Work required: Repeat the data word for word, excluding every picture.

Records provided:
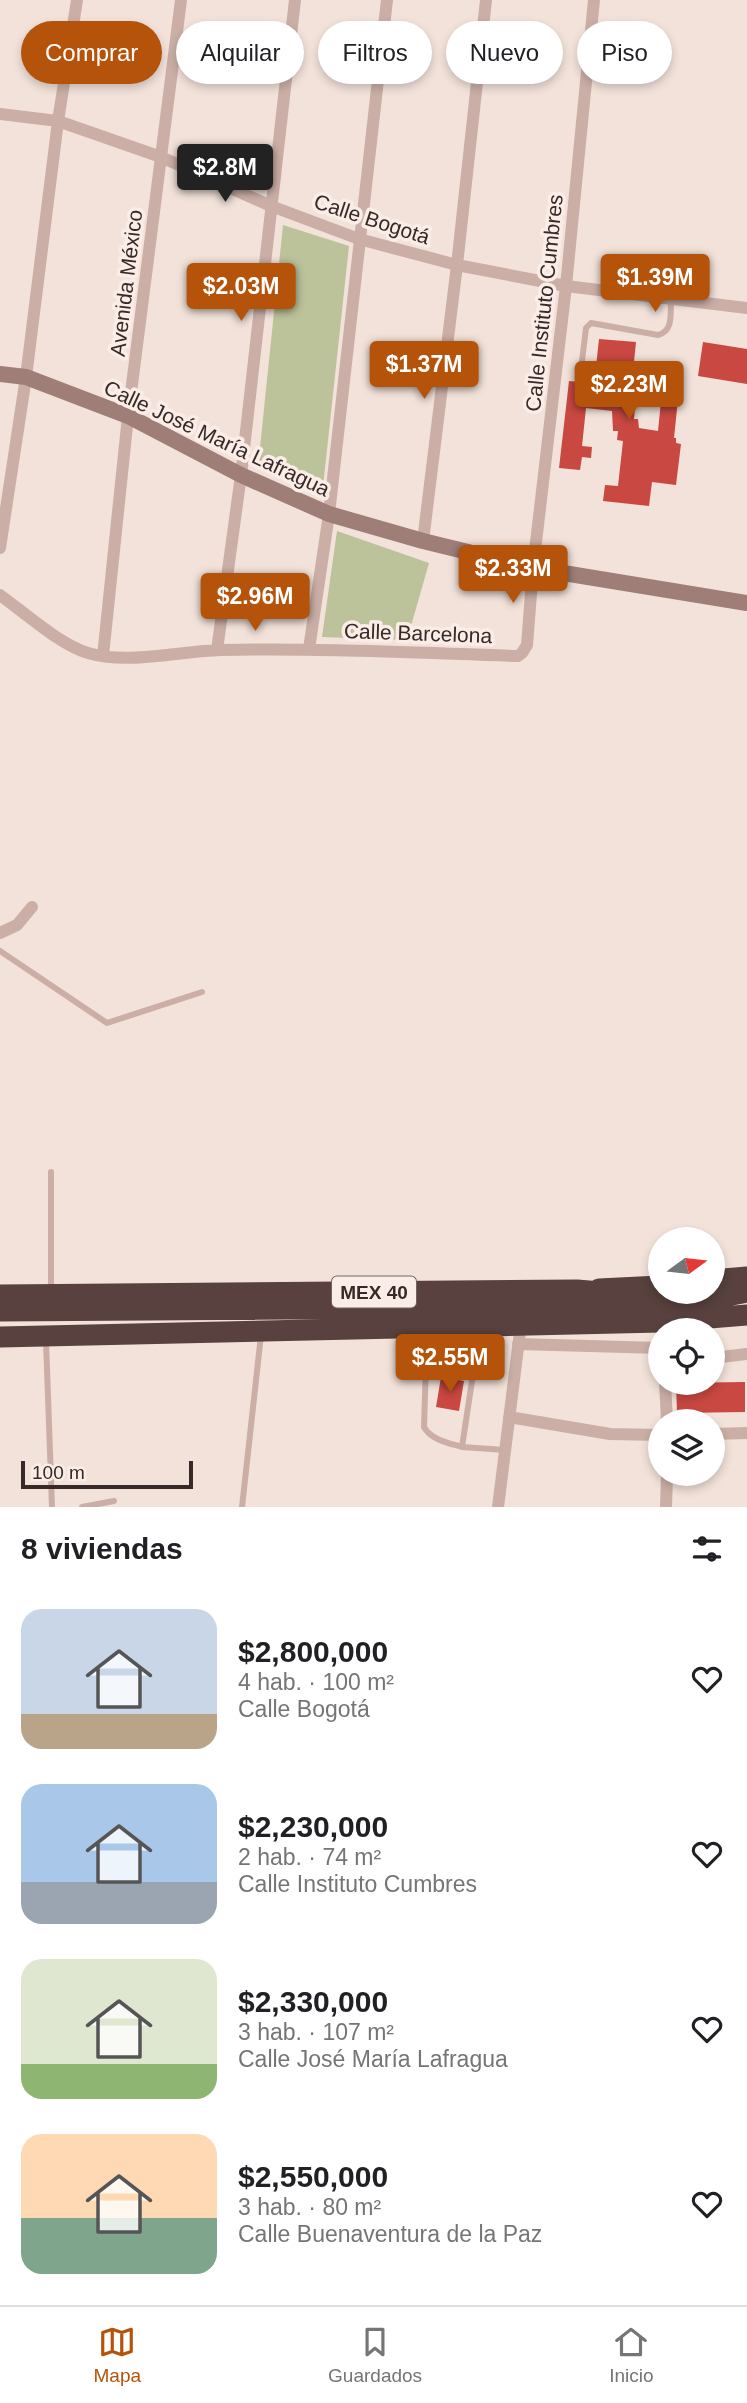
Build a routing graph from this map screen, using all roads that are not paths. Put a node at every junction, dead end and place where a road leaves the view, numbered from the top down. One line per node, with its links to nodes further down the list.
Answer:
1 (77, 0): 8 (street)
2 (181, 0): 9 (street, Avenida México)
3 (295, 0): 10 (street)
4 (387, 0): 11 (street)
5 (486, 0): 12 (street)
6 (594, 0): 13 (street, Calle Instituto Cumbres)
7 (0, 114): 8 (street, Calle Bogotá)
8 (58, 121): 9 (street, Calle Bogotá); 18 (street)
9 (161, 157): 10 (street, Calle Bogotá); 19 (street, Avenida México)
10 (271, 206): 11 (street, Calle Bogotá); 20 (street)
11 (359, 239): 12 (street, Calle Bogotá); 21 (street)
12 (457, 265): 13 (street, Calle Bogotá); 22 (street)
13 (566, 286): 14 (street, Calle Bogotá); 24 (street, Calle Instituto Cumbres)
14 (671, 299): 15 (street, Calle Bogotá); 16 (lane)
15 (747, 308)
16 (582, 360)
17 (0, 374): 18 (main road, Calle José María Lafragua)
18 (26, 377): 19 (main road, Calle José María Lafragua); 23 (street)
19 (128, 416): 20 (main road, Calle José María Lafragua); 29 (street, Avenida México)
20 (241, 475): 21 (main road, Calle José María Lafragua); 28 (street)
21 (329, 514): 22 (main road, Calle José María Lafragua); 27 (street)
22 (423, 541): 24 (main road, Calle José María Lafragua)
23 (0, 548)
24 (533, 568): 26 (main road, Calle José María Lafragua); 30 (street, Calle Instituto Cumbres)
25 (0, 595): 29 (street, Calle Barcelona)
26 (747, 603)
27 (309, 649): 28 (street, Calle Barcelona); 30 (street, Calle Barcelona)
28 (217, 650): 29 (street, Calle Barcelona)
29 (103, 656)
30 (518, 656)
31 (32, 907): 32 (street)
32 (0, 933)
33 (0, 951): 34 (lane)
34 (202, 992)
35 (51, 1172): 41 (lane)
36 (747, 1277): 37 (highway)
37 (725, 1279)
38 (648, 1287): 39 (highway)
39 (577, 1290): 40 (highway, MEX 40); 41 (highway, MEX 40)
40 (747, 1292): 43 (highway)
41 (51, 1294): 42 (highway, MEX 40)
42 (0, 1295)
43 (0, 1311)
44 (747, 1315): 45 (highway, MEX 40)
45 (724, 1318)
46 (480, 1326): 48 (highway, MEX 40); 50 (highway, MEX 40); 60 (lane)
47 (648, 1327): 50 (highway, MEX 40)
48 (428, 1328): 49 (highway, MEX 40); 60 (lane)
49 (261, 1330): 51 (highway, MEX 40); 66 (lane)
50 (520, 1334): 53 (street); 56 (street)
51 (46, 1335): 52 (highway, MEX 40); 64 (lane)
52 (0, 1337)
53 (648, 1347)
54 (747, 1353): 55 (street)
55 (725, 1356)
56 (509, 1417): 59 (street); 61 (street)
57 (747, 1433): 58 (street)
58 (725, 1434)
59 (648, 1435)
60 (462, 1447): 61 (lane)
61 (505, 1450): 67 (street)
62 (667, 1486): 68 (street)
63 (114, 1501): 65 (lane)
64 (52, 1507)
65 (82, 1507)
66 (242, 1507)
67 (501, 1507)
68 (666, 1507)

Answer to this exercise:
Build a routing graph from this map screen, using all roads that are not paths. Put a node at every junction, dead end and place where a road leaves the view, numbered from the top down. One line per node, with its links to nodes further down the list.
Answer:
1 (77, 0): 8 (street)
2 (181, 0): 9 (street, Avenida México)
3 (295, 0): 10 (street)
4 (387, 0): 11 (street)
5 (486, 0): 12 (street)
6 (594, 0): 13 (street, Calle Instituto Cumbres)
7 (0, 114): 8 (street, Calle Bogotá)
8 (58, 121): 9 (street, Calle Bogotá); 18 (street)
9 (161, 157): 10 (street, Calle Bogotá); 19 (street, Avenida México)
10 (271, 206): 11 (street, Calle Bogotá); 20 (street)
11 (359, 239): 12 (street, Calle Bogotá); 21 (street)
12 (457, 265): 13 (street, Calle Bogotá); 22 (street)
13 (566, 286): 14 (street, Calle Bogotá); 24 (street, Calle Instituto Cumbres)
14 (671, 299): 15 (street, Calle Bogotá); 16 (lane)
15 (747, 308)
16 (582, 360)
17 (0, 374): 18 (main road, Calle José María Lafragua)
18 (26, 377): 19 (main road, Calle José María Lafragua); 23 (street)
19 (128, 416): 20 (main road, Calle José María Lafragua); 29 (street, Avenida México)
20 (241, 475): 21 (main road, Calle José María Lafragua); 28 (street)
21 (329, 514): 22 (main road, Calle José María Lafragua); 27 (street)
22 (423, 541): 24 (main road, Calle José María Lafragua)
23 (0, 548)
24 (533, 568): 26 (main road, Calle José María Lafragua); 30 (street, Calle Instituto Cumbres)
25 (0, 595): 29 (street, Calle Barcelona)
26 (747, 603)
27 (309, 649): 28 (street, Calle Barcelona); 30 (street, Calle Barcelona)
28 (217, 650): 29 (street, Calle Barcelona)
29 (103, 656)
30 (518, 656)
31 (32, 907): 32 (street)
32 (0, 933)
33 (0, 951): 34 (lane)
34 (202, 992)
35 (51, 1172): 41 (lane)
36 (747, 1277): 37 (highway)
37 (725, 1279)
38 (648, 1287): 39 (highway)
39 (577, 1290): 40 (highway, MEX 40); 41 (highway, MEX 40)
40 (747, 1292): 43 (highway)
41 (51, 1294): 42 (highway, MEX 40)
42 (0, 1295)
43 (0, 1311)
44 (747, 1315): 45 (highway, MEX 40)
45 (724, 1318)
46 (480, 1326): 48 (highway, MEX 40); 50 (highway, MEX 40); 60 (lane)
47 (648, 1327): 50 (highway, MEX 40)
48 (428, 1328): 49 (highway, MEX 40); 60 (lane)
49 (261, 1330): 51 (highway, MEX 40); 66 (lane)
50 (520, 1334): 53 (street); 56 (street)
51 (46, 1335): 52 (highway, MEX 40); 64 (lane)
52 (0, 1337)
53 (648, 1347)
54 (747, 1353): 55 (street)
55 (725, 1356)
56 (509, 1417): 59 (street); 61 (street)
57 (747, 1433): 58 (street)
58 (725, 1434)
59 (648, 1435)
60 (462, 1447): 61 (lane)
61 (505, 1450): 67 (street)
62 (667, 1486): 68 (street)
63 (114, 1501): 65 (lane)
64 (52, 1507)
65 (82, 1507)
66 (242, 1507)
67 (501, 1507)
68 (666, 1507)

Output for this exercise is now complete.